Ulrike Winkelmann Ernsthaft?: Wir brauchen eine Reichensteuer, um den Klimawandel zu bremsen
Der Finanzminister hatte diese Woche erst gar niemanden mehr nach München geschickt zur Verhandlung vor dem Bundesfinanzhof. Weiß ja jeder, dass die FDP den Solidaritätszuschlag abschaffen will. Warum also ministeriale Personalressourcen damit vergeuden, Staatseinnahmen vor Gericht zu verteidigen.
Der Soli wird inzwischen nur noch von Besserverdienern bezahlt, und zwar auch auf Kapitalerträge. Er ist praktisch Olaf Scholz’Reichensteuer: Scholz hatte noch als Finanzminister in der großen Koalition die Idee, den Soli nur bei den höchsten Etagen zu belassen. Aber klar, diese Etagen haben sehr gute Anwälte (nicht nur bei der FDP), und die argumentieren, der Solidaritätszuschlag sei eben nie als Reichensteuer gedacht gewesen.
Bevor Sie fragen: Doch, die eigentliche Reichensteuer gibt’s auch noch – jenen besonderen Tarif für Allerbestverdiener. Aber der ist so besonders, dass sein Ertrag als eher symbolisch gilt. Der Solidaritätszuschlag dagegen brachte 2022 etwa 10 Milliarden Euro ein.
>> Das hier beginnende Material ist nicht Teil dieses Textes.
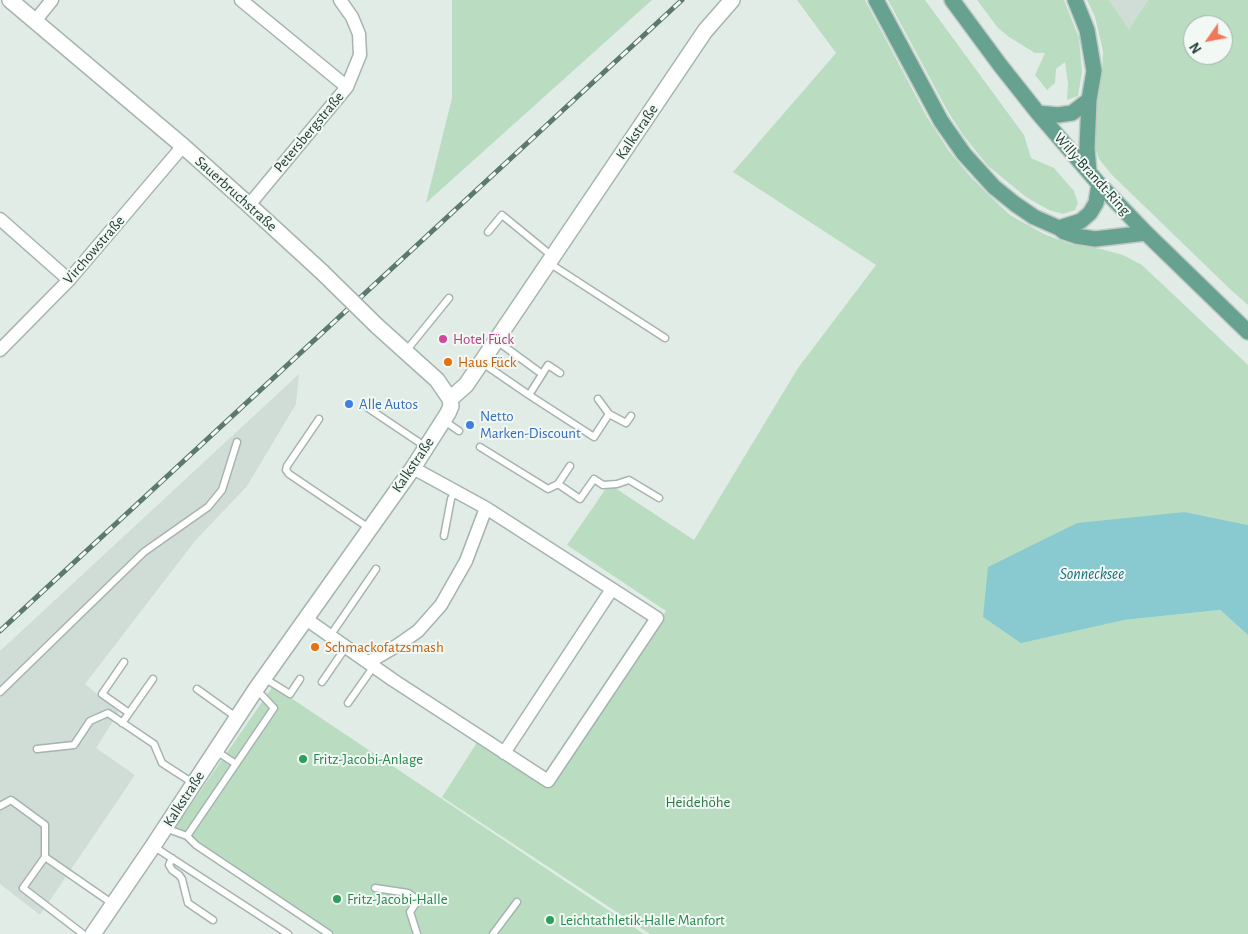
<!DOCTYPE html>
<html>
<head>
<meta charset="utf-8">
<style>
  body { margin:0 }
  #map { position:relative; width:1248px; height:934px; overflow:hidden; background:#e2ece7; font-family:"Alegreya Sans",sans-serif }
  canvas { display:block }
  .north { position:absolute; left:1183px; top:15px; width:50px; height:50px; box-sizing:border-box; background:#f2f9f5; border:1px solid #9faea8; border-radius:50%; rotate:237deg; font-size:14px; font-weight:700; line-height:20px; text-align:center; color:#223d34 }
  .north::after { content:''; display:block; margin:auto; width:18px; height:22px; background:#f2775a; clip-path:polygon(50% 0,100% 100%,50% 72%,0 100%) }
</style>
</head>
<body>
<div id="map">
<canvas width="1248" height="934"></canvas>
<div class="north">N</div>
</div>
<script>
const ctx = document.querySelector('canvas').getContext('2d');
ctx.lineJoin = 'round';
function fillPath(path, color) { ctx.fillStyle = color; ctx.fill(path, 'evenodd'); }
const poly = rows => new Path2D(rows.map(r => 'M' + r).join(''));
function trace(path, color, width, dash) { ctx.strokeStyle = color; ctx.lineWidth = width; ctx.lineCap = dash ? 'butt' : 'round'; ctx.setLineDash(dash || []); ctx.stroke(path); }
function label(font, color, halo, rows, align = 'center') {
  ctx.font = font + ' "Alegreya Sans",sans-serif'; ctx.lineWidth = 4; ctx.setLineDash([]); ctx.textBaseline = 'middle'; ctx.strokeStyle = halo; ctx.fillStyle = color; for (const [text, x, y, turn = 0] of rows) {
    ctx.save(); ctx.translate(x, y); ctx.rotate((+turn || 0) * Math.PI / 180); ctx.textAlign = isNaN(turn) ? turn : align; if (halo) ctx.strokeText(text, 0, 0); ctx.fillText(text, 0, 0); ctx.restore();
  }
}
fillPath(poly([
  [1109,0,1148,0,1129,29],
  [299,374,296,404,247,486,195,541,85,684,119,712,96,748,135,775,40,915,0,884,0,651]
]), '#d0dcd6');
fillPath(poly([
  [452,0,652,0,426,203,452,98],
  [797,0,865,0,927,117,949,151,970,176,990,196,1010,215,1044,234,1070,244,1101,249,1123,255,1142,265,1248,365,1248,525,1185,512,1124,620,1220,610,1248,635,1248,934,650,934,442,797,478,741,549,787,666,611,567,545,609,484,694,540,798,368,876,265,733,172,836,53],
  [888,0,925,0,1024,135,1031,158,1054,168,1074,191,1078,203,1075,210,1063,214,1049,210,1026,197,988,166,963,135,947,110],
  [977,0,1064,0,1079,38,1082,72,1078,96,1067,100,1068,84,1065,62,1056,69,1055,83,1047,90,1035,75,1045,53,1035,53,1009,37,998,28],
  [1087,0,1109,0,1129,29,1148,0,1248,0,1248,305,1232,291,1112,175,1099,159,1094,144,1097,103,1102,73,1103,51,1095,17],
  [1193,25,1223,25,1223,55,1193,55],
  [273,686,644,934,327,934,172,832]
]), '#baddc2');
fillPath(poly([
  [1185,512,1248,525,1248,635,1220,610,1124,620,1021,643,983,617,988,567,1077,523]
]), '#89cad1');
const service = poly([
  [488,232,502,215,552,256],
  [549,263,665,338],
  [497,341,542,374],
  [406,351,449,298],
  [481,362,529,395,548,365,560,373],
  [529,395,594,437,609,414,626,423,631,416],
  [598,399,609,414],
  [368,408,426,447],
  [319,419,287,466,286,470,289,474,369,528],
  [443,420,459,431],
  [480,447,548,489,558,484],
  [570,466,558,484,580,499,594,479,603,485,617,484,629,480,659,498],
  [444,536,451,499,455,491],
  [330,636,376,569],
  [124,662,102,694,129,713],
  [264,678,290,694,300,679],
  [322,682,346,647],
  [197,689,236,717],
  [0,692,144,552,208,507,222,490,237,442],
  [348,703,374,666],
  [122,723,153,679],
  [37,749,74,745,90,721,108,713,154,744,162,763,193,783],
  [216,751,236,764],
  [0,806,11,800,45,825,45,857,113,904],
  [165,828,187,836,196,845,329,934],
  [187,836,274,708,256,689],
  [153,846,288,934],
  [45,857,23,888,83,934],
  [172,858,169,865,172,870,179,875,182,879,188,903,213,920],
  [375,888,408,893,418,900,410,912,417,934],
  [493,934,517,902]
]);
const minor = poly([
  [241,0,347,87],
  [35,21,52,0],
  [249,205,347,87,360,55,359,34,352,17,340,0],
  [0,219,69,280],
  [0,350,69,280,183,146],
  [306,619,393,680,548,781,657,618,486,508,413,468],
  [369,662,398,645,418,631,441,605,466,561,486,508],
  [504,753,612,589]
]);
const tertiary = poly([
  [10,0,183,146,249,205,322,272],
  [450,399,466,385,705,31,732,0],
  [93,934,153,846,256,689,413,468,448,413,451,406,450,399,437,380,377,326]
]);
const primary = poly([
  [876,0,941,121,964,154,994,187,1015,204,1034,217,1059,228,1064,232,1076,236,1095,239,1146,233],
  [952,0,1000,65,1038,113,1099,184,1146,233,1248,332],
  [1075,0,1087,30,1094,71,1089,100,1087,148,1089,172],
  [1038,113,1058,115,1072,113,1089,100],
  [1059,228,1081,221,1090,213,1096,203,1099,184]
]);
trace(service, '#a5b4ae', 9);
trace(minor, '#a5b4ae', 15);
trace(tertiary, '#a5b4ae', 18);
trace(primary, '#c1c9c6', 18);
trace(service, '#fff', 6);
trace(minor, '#fff', 12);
trace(tertiary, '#fff', 15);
trace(primary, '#66a28f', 15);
const rail = poly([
  [0,631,682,0]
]);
trace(rail, '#5c796f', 5);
trace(rail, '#f2f9f5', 3, [9]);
const tertiaryBridge = poly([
  [322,272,377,326]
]);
trace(tertiaryBridge, '#a5b4ae', 18, []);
trace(tertiaryBridge, '#fff', 15);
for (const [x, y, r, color] of [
  [443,339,5,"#d1479c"],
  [448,362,5,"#e8710a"],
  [349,404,5,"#3f7fe0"],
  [470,425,5,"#3f7fe0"],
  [315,647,5,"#e8710a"],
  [303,759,5,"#2e9e5b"],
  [337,899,5,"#2e9e5b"],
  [550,920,5,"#2e9e5b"]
]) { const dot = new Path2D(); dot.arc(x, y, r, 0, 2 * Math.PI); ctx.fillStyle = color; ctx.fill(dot); trace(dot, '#f2f9f5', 2); }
label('15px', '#223d34', '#f2f9f5', [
  ["Petersbergstraße",309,132,-50],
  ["Kalkstraße",637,132,-56],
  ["Willy-Brandt-Ring",1092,174,48],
  ["Sauerbruchstraße",236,194,42],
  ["Virchowstraße",94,250,-49],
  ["Kalkstraße",413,465,-56],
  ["Kalkstraße",184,799,-57]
]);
label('15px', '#b23c85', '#f2f9f5', [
  ["Hotel Fück",453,339]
], 'left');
label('15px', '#c56008', '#f2f9f5', [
  ["Haus Fück",458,362],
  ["Schmackofatzsmash",325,647]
], 'left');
label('15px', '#366cbe', '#f2f9f5', [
  ["Alle Autos",359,404],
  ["Netto",480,416],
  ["Marken-Discount",480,433]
], 'left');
label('15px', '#27864d', '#f2f9f5', [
  ["Fritz-Jacobi-Anlage",313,759],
  ["Fritz-Jacobi-Halle",347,899],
  ["Leichtathletik-Halle Manfort",560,920]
], 'left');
label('15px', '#2c7444', '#f2f9f5', [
  ["Heidehöhe",698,802]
]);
label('italic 16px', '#1c6e79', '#f2f9f5', [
  ["Sonnecksee",1092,574]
]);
</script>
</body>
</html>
Die FDP setzt darauf, dass die Gerichte ihr die Arbeit bei seiner Abschaffung abnehmen, ähnlich wie Mitte der 1990er bei der Vermögenssteuer, die sich nie wieder einführen ließ.
Ulrike Winkelmann ist Chefredakteurin der taz.
Ich möchte nicht defätistisch wirken, aber meine Hoffnung ist in den vergangenen Jahren geschrumpft, dass es irgendwann noch gelingen könnte, die finanzstärksten Bevölkerungsprozente auf einen größeren Beitrag zum Gemeinwesen zu verpflichten. Mit einer gewissen Abhärtung („die schlimmste Steuersenkung ist immerhin schon über 20 Jahre her“; „in den USA ist es noch schlimmer“) lässt sich das im Alltag, wie die meisten moralischen Fragen, wegblenden.
Allerdings werfen jüngere Zahlen zum CO2-Ausstoß der Bestgestellten nun doch die Frage auf, ob wir uns die ungebremste Anhäufung von Reichtum rein physisch, also ökologisch, noch leisten können. Einen Anstieg der Privatjetflüge in Deutschland um 9 Prozent binnen eines Jahres etwa haben die Investigativen von SZ und NDR errechnet. Wie jedes Jahr zum Wirtschaftsgipfel in Davos hat uns Oxfam wiederum erklärt, wie viel reicher die Reichen inzwischen geworden sind. Da der individuelle CO2-Ausstoß weitgehend linear mit dem Wohlstand wächst, lässt das nichts Gutes fürs Klima vermuten.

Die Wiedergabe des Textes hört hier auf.